Partir le soir, rentrer le matin

Craignant la chaleur et ne goûtant guère la compagnie des semblables – je préfère les dissemblables -, j’attends le soir pour l’escapade, car à la tombée du jour, on peut espérer qu’au mois de mai la fraîcheur tombe avec la nuit, et que les promeneurs diurnes, pressés par la pénombre, rentrent en leur bercail. Là-haut, nous grimpons d’abord, histoire de se dégourdir les pattes, au Lit de la Vierge, un dédale de rochers d’où l’on voit se déployer les crêtes du Forez et les immenses forêts sur leur flanc, puis, sans se presser puisque la lueur du jour insiste à cette période de l’année jusqu’à très tard, j’installe le campement pour la nuit, près du vieux cimetière de la mission de la ND de l’Hermitage. Iris hésite et fait des manières, mais finit par accepter de s’abriter sous la toile de tente – et s’empressera, une fois “soit-disant” endormie, d’accaparer autant qu’elle peut le tapis de sol et le duvet, me repoussant dans un coin de l’habitacle. Le vent puissant grondant aux cimes de la forêt et le roucoulement du ruisseau qui ne cesse jamais, nous bercent. Quelques grognements au milieu de la nuit, non loin du cimetière. Les oiseaux, eux, s’étaient tus aux environs de la vingt-troisième heure, puis, comme s’ils s’étaient donné le mot, chantent à nouveau et de plus belle à 5 heures tapantes. À 5h30, je suis debout, devant un petit-déjeuner de bûcheron – saucisson/fromage, et Iris, par l’odeur alléchée, à tôt fait de glisser son museau hors de la couette. Ha ! Traîner un peu dans la fraîcheur du tout petit matin, admirer le lever du soleil, faire ses ablutions au ruisseau, replier son barda tandis qu’Iris furète déjà dans les hautes herbes de la prairie !

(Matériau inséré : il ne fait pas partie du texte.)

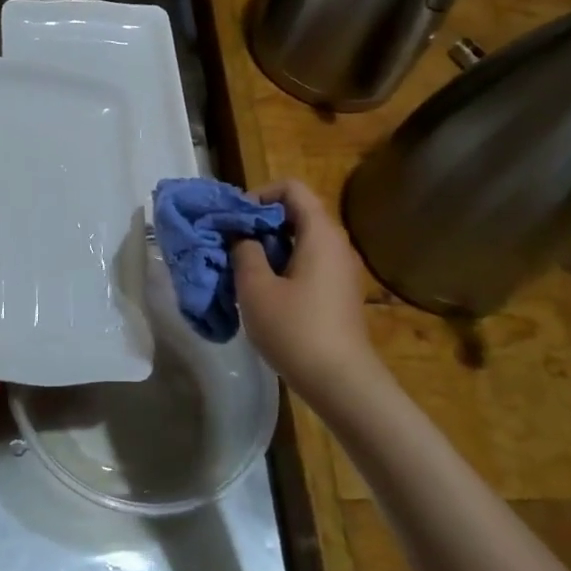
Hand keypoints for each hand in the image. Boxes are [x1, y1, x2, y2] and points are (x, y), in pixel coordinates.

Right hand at [231, 179, 375, 396]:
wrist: (340, 382)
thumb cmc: (295, 329)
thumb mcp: (256, 288)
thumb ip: (244, 251)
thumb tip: (241, 235)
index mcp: (320, 233)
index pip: (291, 188)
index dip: (259, 195)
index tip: (235, 220)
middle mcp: (336, 243)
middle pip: (296, 212)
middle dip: (259, 222)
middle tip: (230, 243)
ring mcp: (340, 269)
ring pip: (300, 240)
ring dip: (268, 247)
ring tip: (241, 268)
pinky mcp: (338, 292)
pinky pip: (308, 262)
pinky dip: (283, 265)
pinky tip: (262, 291)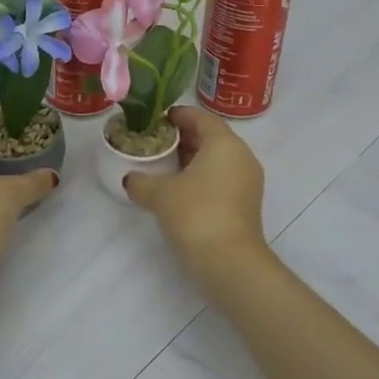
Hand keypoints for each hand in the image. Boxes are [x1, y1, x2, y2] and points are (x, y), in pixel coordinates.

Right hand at [123, 106, 266, 280]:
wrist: (229, 262)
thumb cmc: (195, 213)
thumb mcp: (159, 194)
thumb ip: (141, 181)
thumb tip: (131, 179)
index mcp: (224, 143)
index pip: (201, 117)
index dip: (178, 115)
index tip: (157, 120)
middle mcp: (241, 156)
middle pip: (211, 137)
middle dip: (183, 138)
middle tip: (155, 142)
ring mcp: (247, 181)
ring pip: (217, 159)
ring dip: (191, 159)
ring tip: (163, 165)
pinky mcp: (246, 204)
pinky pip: (221, 178)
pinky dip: (201, 177)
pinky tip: (178, 189)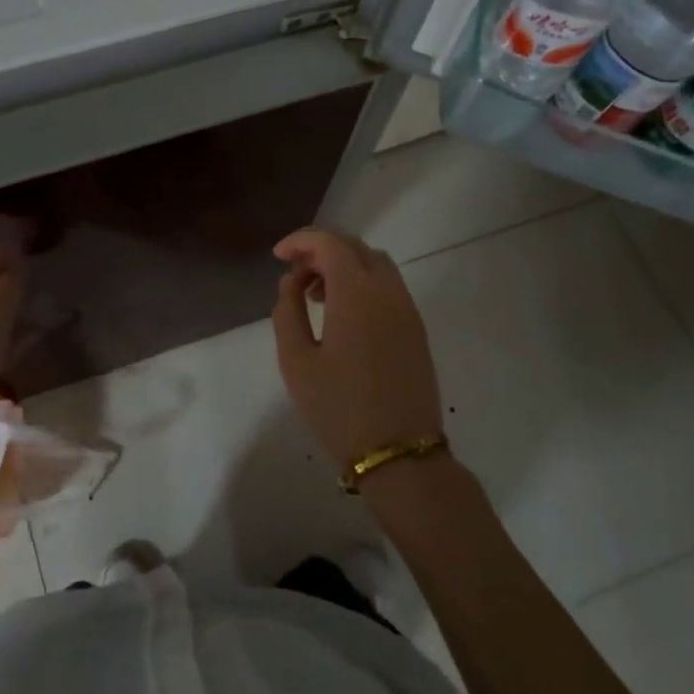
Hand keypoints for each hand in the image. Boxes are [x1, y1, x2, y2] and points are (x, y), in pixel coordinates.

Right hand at [271, 227, 443, 468]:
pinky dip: (362, 282)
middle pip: (354, 246)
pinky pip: (388, 285)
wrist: (399, 452)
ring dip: (343, 265)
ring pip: (375, 263)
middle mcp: (387, 290)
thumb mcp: (296, 361)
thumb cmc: (338, 407)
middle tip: (293, 273)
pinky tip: (342, 312)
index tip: (277, 256)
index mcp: (357, 292)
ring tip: (315, 294)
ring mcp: (407, 308)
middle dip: (320, 250)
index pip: (330, 243)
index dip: (300, 241)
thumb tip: (291, 282)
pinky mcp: (416, 327)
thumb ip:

Puis, retour à l’automobile, direction Chalmazel, une station de ski qui est restée fermée l’hiver dernier par manque de neige, et, depuis le parking à cette heure-là parfaitement désert, s’embarquer goulûment dans la montée à Pierre-sur-Haute, sommet des montagnes du Forez, 500 mètres de dénivelé tout de même, que nous dévorons en passant “tout droit”, par la grande piste de ski alpin, en à peine une heure, parce que j’ai hâte d’être là-haut et que ça me rappelle mes innombrables montées au Plomb du Cantal depuis Prat-de-Bouc (quand j’allais là aussi “tout droit”, quelle que soit la pente, jusqu’à ce que les cuisses me brûlent – et pour brûler, ce matin en gravissant les derniers hectomètres dans les étendues infinies de myrtilliers, elles brûlent !). Je recherche, pour le compte d’un ami versé dans la météo locale, les traces éventuelles des derniers névés, dont il m’a donné la position précise. Pas un centimètre carré de neige. J’ai bien peur qu’il n’en reste rien, et qu’à la place, de petites mares scintillent sous le soleil de mai. Ha, c’est bien triste ces hivers disparus, je ne m’y ferai jamais.

On fait le tour de la station militaire mystérieuse – mais dont le mystère n’intéresse plus grand monde. J’aime assez, dois-je avouer, cette incongruité techno-militaire au sommet de la montagne – ces antennes satellites gigantesques tournées vers je ne sais quelle direction cosmique, on se croirait pour un peu sur Mars ou quelque autre planète récemment terraformée. De retour à Chalmazel, je m’étonne de toutes ces autos sur le parking, et cette foule de gens laçant leurs chaussures, manifestement prêts à en découdre avec la montagne. Il règne une ambiance affairée, préoccupée, le stress est palpable. Ne sommes-nous pas jeudi ? Ne sont-“ils” pas censés travailler pour redresser l’économie du pays et créer du profit pour les actionnaire ? Ha ! J’oubliai : ce jeudi, c’est l’Ascension du Fils vers le Père, c’est donc un jour férié (dans mon calendrier évidemment, c’est tous les jours l’ascension).

Bien. Il est 9h30 et largement l’heure de leur laisser la place, à tous ces fériés ascensionnistes en basket, et de regagner ma tanière.